2.無理!
冬が来て、一周回って少し雪解けが始まった頃、学校から帰ってきたら、母に呼び出された。
「話があるから、リビングにいて」
だそうだ。
正直に言って怖いし恐ろしい。
もしかして、科学のテストが10点満点中3点だったことだろうか。
そしたら大変だ。点数がバレたらその日はもうない。
今すぐにでも聞いてテストの点数を誤魔化さなければ。
ユーサがそんな物騒なことを考えていると、台所にいる母にこう言った。
「おっお母さん?もっもしかして科学のテストのこと…?」
「はい?テストなんてあったの?」
あっやべ、ユーサはそろーと母から顔を背けた。
もう嫌だ。部屋に戻っていいだろうか?
色々なヘマを起こしたユーサに、更に母から一言追加があった。
「まあ、後で話を聞くから安心しなさい」
今、母からテストの結果を聞くような発言が聞こえたが、気のせいだろう。
…そう思いたい、そう思わせてくれ…と誰もが願うだろう。
しかし、安心して欲しい。少なくともユーサのような点数を取る者はいない。
「うへぇ…はっはぁい…」
それにしたって、いつもの母ならまず最初にテストの点数を聞くはずだが、いつも以上に重大な話があるのだろうか。
絶妙な雰囲気に、ユーサが椅子に寝っ転がると、母が来るのが見えた。母が手を拭きながら、リビングに来る。
そして、ユーサの目の前に座ってこう言った。
「ユーサ、貴女メジューサに入学なさい」
「え?」
突然の命令に戸惑うユーサ。しかし、ユーサが戸惑うのも無理はない。
ユーサの母が言ったメジューサは、アシュレット王国で唯一、魔術と魔法の教育をしている専門学校だ。
しかし、一般的には才能がある庶民で、特待生に相応しい実力だとしても、魔術専門学校__バレイテ、行くのが普通だ。
国内で一つしかない学校とならば当然のこと、エリート中のエリートしか集まらない。
しかしユーサの母はそんなエリート学校に行けというのだ。
ユーサはレイットと訓練をしたあの日から、約1年半が経っている。同じ頃に学び出した者は水球が槍に変わっている。それでも、もうそろそろ、成長を遂げているのだろう…と思うだろう。
しかし、ユーサとては、まだ水球を2mまでに飛ばすのが限界だ。何故か。それは単純明快だ。魔術の訓練をサボっていたのである。
つまるところ、ユーサがにはメジューサに行くほどの実力がついていないのだ。そんなユーサにメジューサに行けと言うのだ。
ユーサは母の精神状態又は頭の中を心配した。ユーサは心配そうな顔で我が母を見つめる。心配しているユーサだが、ユーサは母に対して、「魔術の訓練してくる〜」と、言っていた。自分の能力を心配して欲しいところである。

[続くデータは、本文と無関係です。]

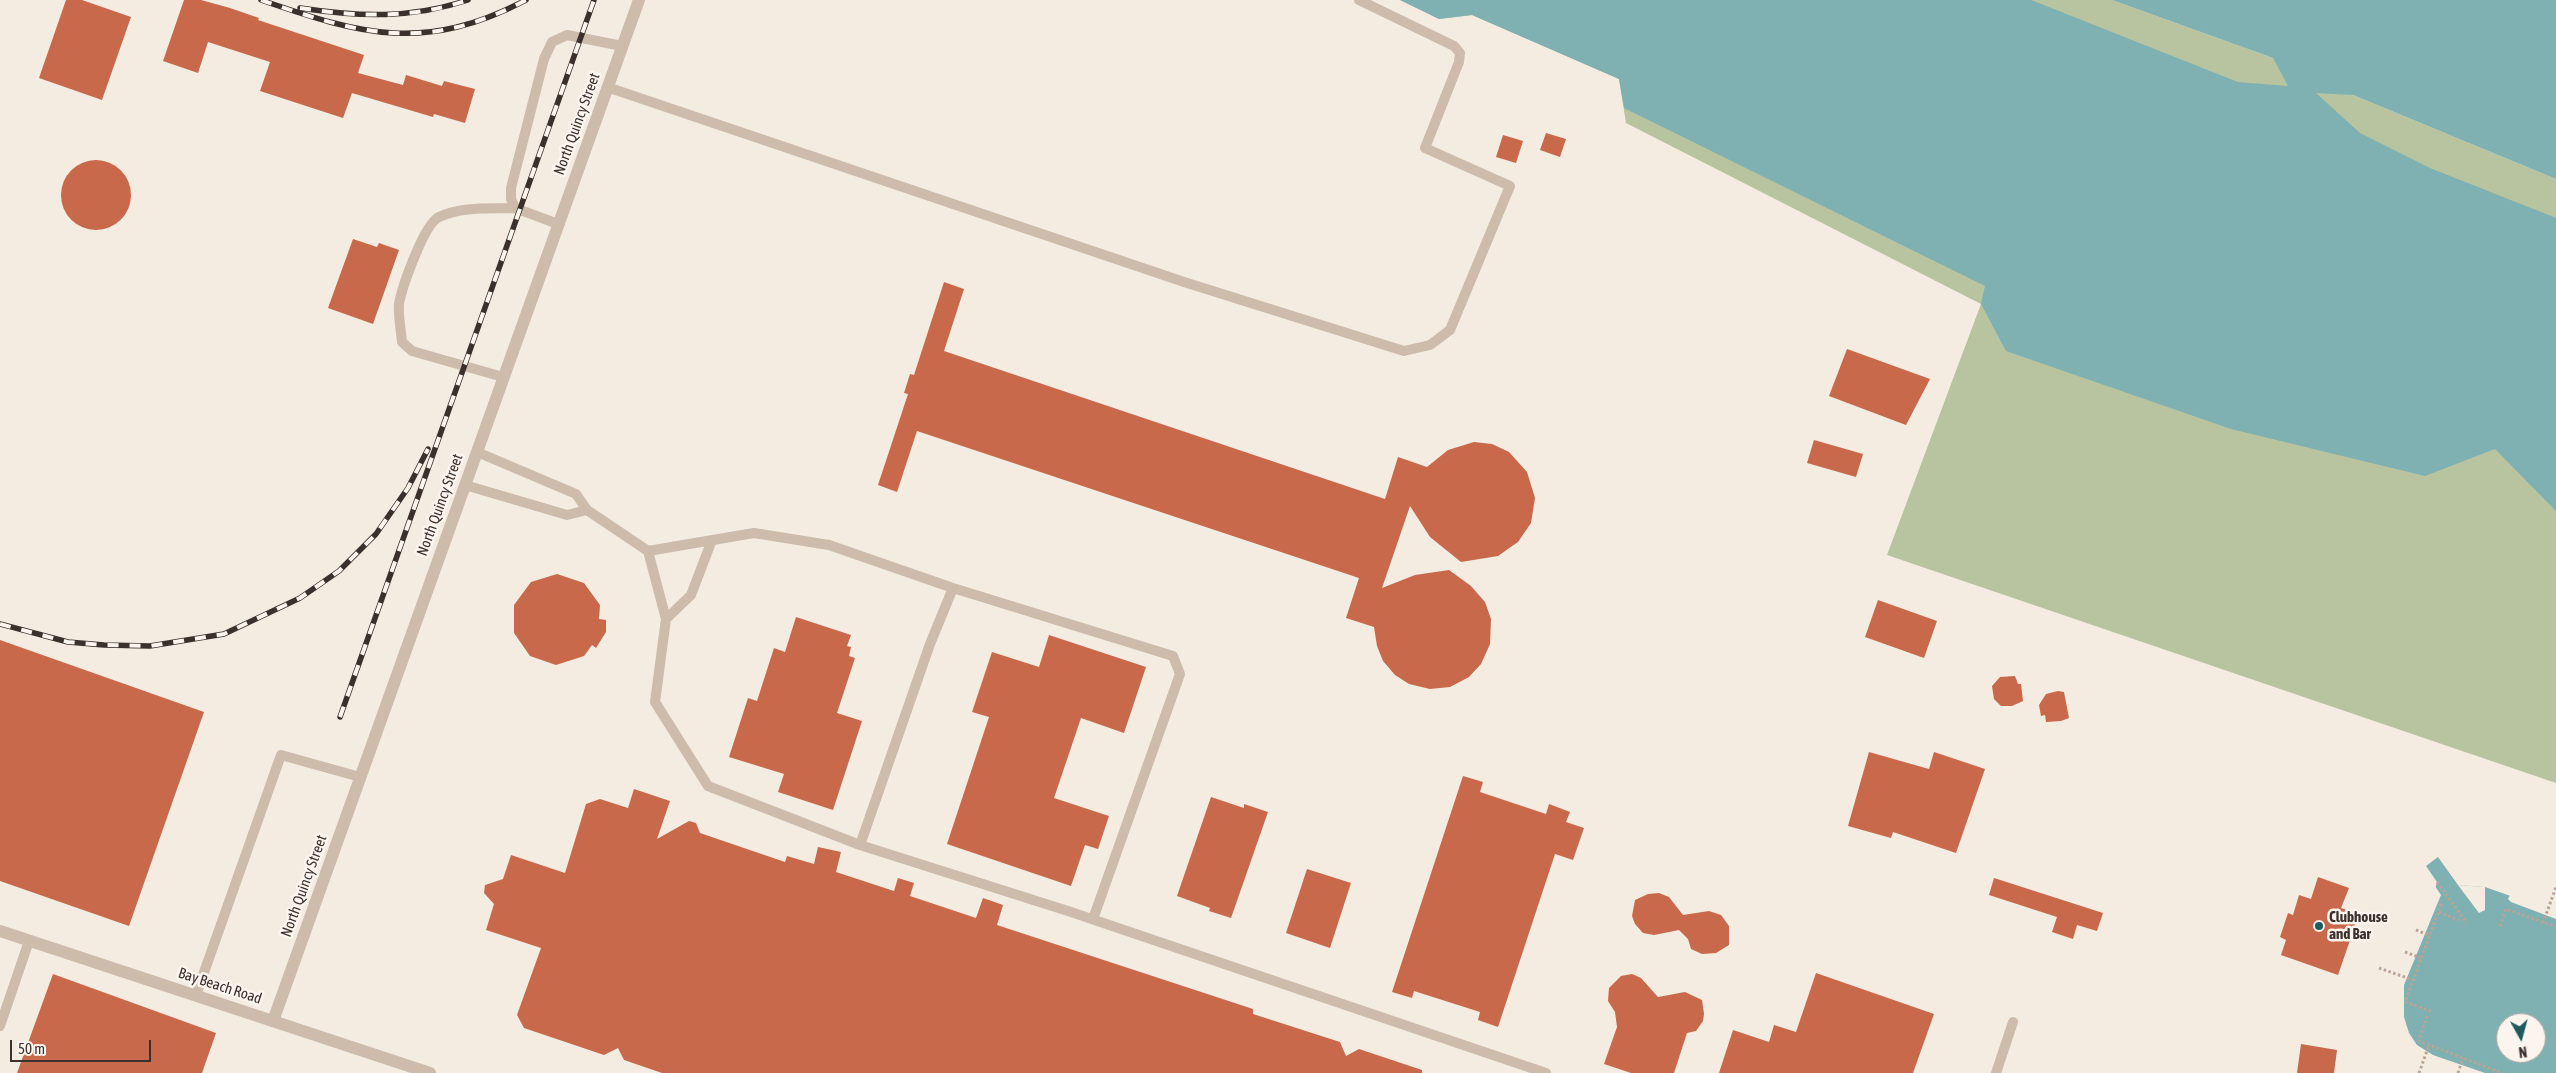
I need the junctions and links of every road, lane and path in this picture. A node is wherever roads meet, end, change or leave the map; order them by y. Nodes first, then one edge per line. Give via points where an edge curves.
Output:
1 (638, 0) edge
2 (1359, 0) edge
3 (622, 46) junction
4 (607, 87) junction
5 (515, 208) junction
6 (558, 224) junction
7 (504, 378) junction
8 (477, 452) junction
9 (465, 485) junction
10 (587, 510) junction
11 (712, 540) junction
12 (648, 551) junction
13 (953, 588) junction
14 (666, 619) junction
15 (360, 777) junction
16 (860, 845) junction
17 (2437, 882) dead end
18 (2556, 887) edge
19 (2442, 902) dead end
20 (2438, 912) junction
21 (1094, 919) junction
22 (2459, 920) dead end
23 (2543, 922) junction
24 (2467, 923) dead end
25 (2500, 926) dead end
26 (2556, 927) edge
27 (2416, 930) dead end
28 (0, 931) edge
29 (2430, 936) junction
30 (29, 940) junction
31 (2405, 952) dead end
32 (2421, 958) junction
33 (2379, 968) dead end
34 (2413, 980) junction
35 (196, 995) junction
36 (2431, 1011) dead end
37 (2427, 1016) dead end
38 (274, 1021) junction
39 (2013, 1022) dead end
40 (0, 1026) edge
41 (2429, 1045) junction
42 (2463, 1058) junction
43 (430, 1073) edge
44 (1546, 1073) edge
45 (1996, 1073) edge
46 (2419, 1073) edge
47 (2458, 1073) edge
48 (2502, 1073) edge

1 - 3 street, North Quincy Street
2 - 4 lane via 1454,46 1460,53 1425,148 1510,186 1450,330 1430,345 1404,351 1184,282
3 - 4 street, North Quincy Street
3 - 5 lane via 567,34 552,42 544,59 510,188
4 - 6 street, North Quincy Street
5 - 6 lane
5 - 7 lane via 459,211 437,218 426,230 400,304 402,342 412,351
6 - 7 street, North Quincy Street
7 - 8 street, North Quincy Street
8 - 9 street, North Quincy Street
8 - 10 lane via 576,494
9 - 10 lane via 566,515
9 - 15 street, North Quincy Street
10 - 12 lane
11 - 12 lane
11 - 13 lane via 754,533 829,545
11 - 14 lane via 691,595
12 - 14 lane
13 - 16 lane via 930,644
13 - 21 lane via 1173,656 1180,674
14 - 16 lane via 655,702 708,786
15 - 35 lane via 281,755
15 - 38 street, North Quincy Street
16 - 21 lane
17 - 24 path
18 - 23 path
19 - 20 path
20 - 22 path
20 - 29 path
21 - 44 lane
23 - 25 path via 2506,909
23 - 26 path
27 - 29 path
28 - 30 street, Bay Beach Road
29 - 32 path
30 - 35 street, Bay Beach Road
30 - 40 lane
31 - 32 path
32 - 34 path
33 - 34 path
34 - 36 path via 2405,1002
35 - 38 street, Bay Beach Road
37 - 41 path via 2419,1041
38 - 43 street, Bay Beach Road
39 - 45 lane
41 - 42 path
41 - 46 path
42 - 47 path
42 - 48 path

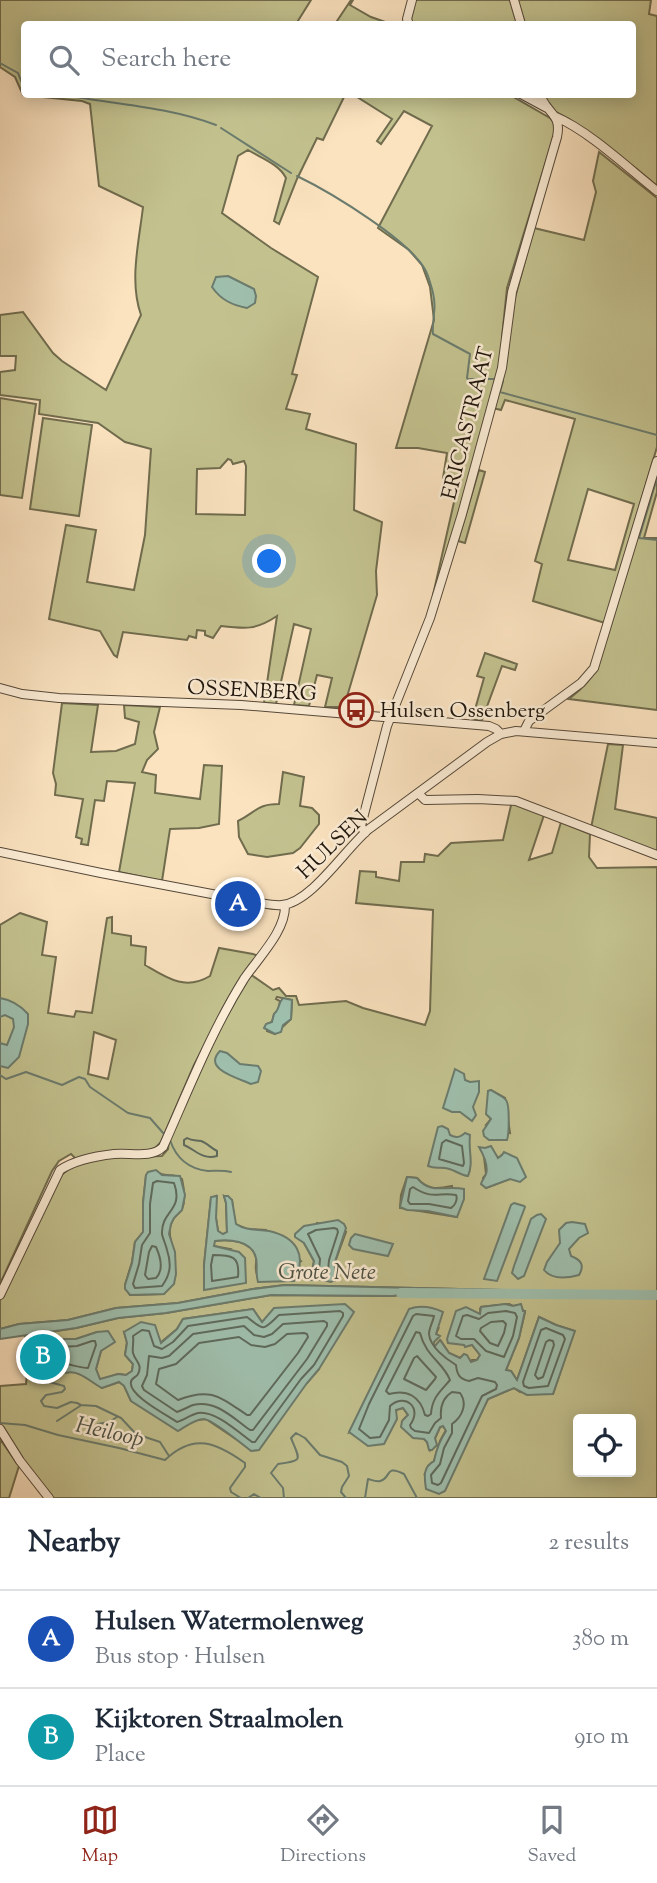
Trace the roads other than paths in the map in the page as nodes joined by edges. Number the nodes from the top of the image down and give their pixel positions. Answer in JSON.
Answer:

ユーサの母はそんな視線をすらりとかわし、こう言った。
「ほら、レイットさん。今年度からメジューサの教員として働くことになったでしょう?」
そう。ユーサの訓練を手伝っていた講師のレイット。今年度からメジューサで教員をやることになったのだ。
レイットは「当然の結果ですよ」と鼻を高々にして喋っていたとかなんとか。
そのため、昨年度でユーサの専属の講師を辞めることになったのだ。
「まぁ、別に監視いないし…」
ユーサはそう言い訳をして、魔術の勉強をさぼっていた。
ユーサが嫌な予感を感じ、顔をしかめる。
「魔術と魔法の専門学校に行ったら、理解力も上がるし、直接レイットさんからまた教え
てもらえる!一石二鳥!」
そう言って母は手を叩いてニコリと笑った。
こういう時に限って嫌な予感が当たるのはやめてほしい。 そもそも最近は魔術の勉強、訓練をさぼっていたのだ。魔術の訓練などレイットと最後に訓練したきりなような…

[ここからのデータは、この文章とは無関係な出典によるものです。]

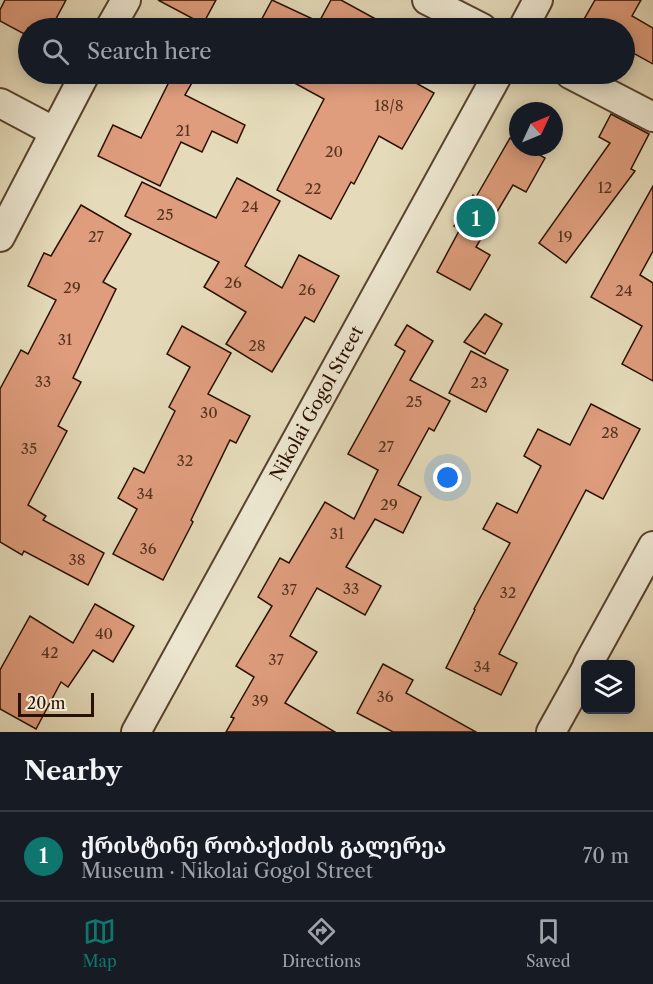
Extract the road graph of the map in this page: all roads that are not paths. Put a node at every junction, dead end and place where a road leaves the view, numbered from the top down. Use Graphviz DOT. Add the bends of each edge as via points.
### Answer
graph roads {
  1 [pos="126,0"];
  2 [pos="427,0"];
  3 [pos="538,0"];
  4 [pos="116,18"];
  5 [pos="463,18"];
  6 [pos="528,18"];
  7 [pos="79,84"];
  8 [pos="492,84"];
  9 [pos="589,84"];
  10 [pos="0,103"];
  11 [pos="653,117"];
  12 [pos="53,131"];
  13 [pos="0,237"];
  14 [pos="653,546"];
  15 [pos="590,660"];
  16 [pos="581,676"];
  17 [pos="136,732"];
  18 [pos="551,732"];
  1 -- 4 [label="street"];
  2 -- 5 [label="street"];
  3 -- 6 [label="street"];
  7 -- 12 [label="street"];
  8 -- 17 [label="street, Nikolai Gogol Street"];
  9 -- 11 [label="street"];
  10 -- 12 [label="street"];
  12 -- 13 [label="street"];
  14 -- 15 [label="street"];
  16 -- 18 [label="street"];
}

魔術などレイットと最後に訓練した時の、実力のままだろう。
否、実力は確実に下がっている。
レイットに聞かれたら、もれなく3ヶ月付きっきりの魔術の特訓コースが、始まるだろう。
ユーサは色々な意味で、メジューサに行きたくない。
「無理ぃ…」
「まあなんとかなるでしょ〜」
誰か。この能天気な母を止めてくれ。
と思っていたし、絶対にユーサは地の果てまで追いかけられてもメジューサには行かない。行きたくない。とも思っていた。
そう、この時ユーサはそう思っていたのだった。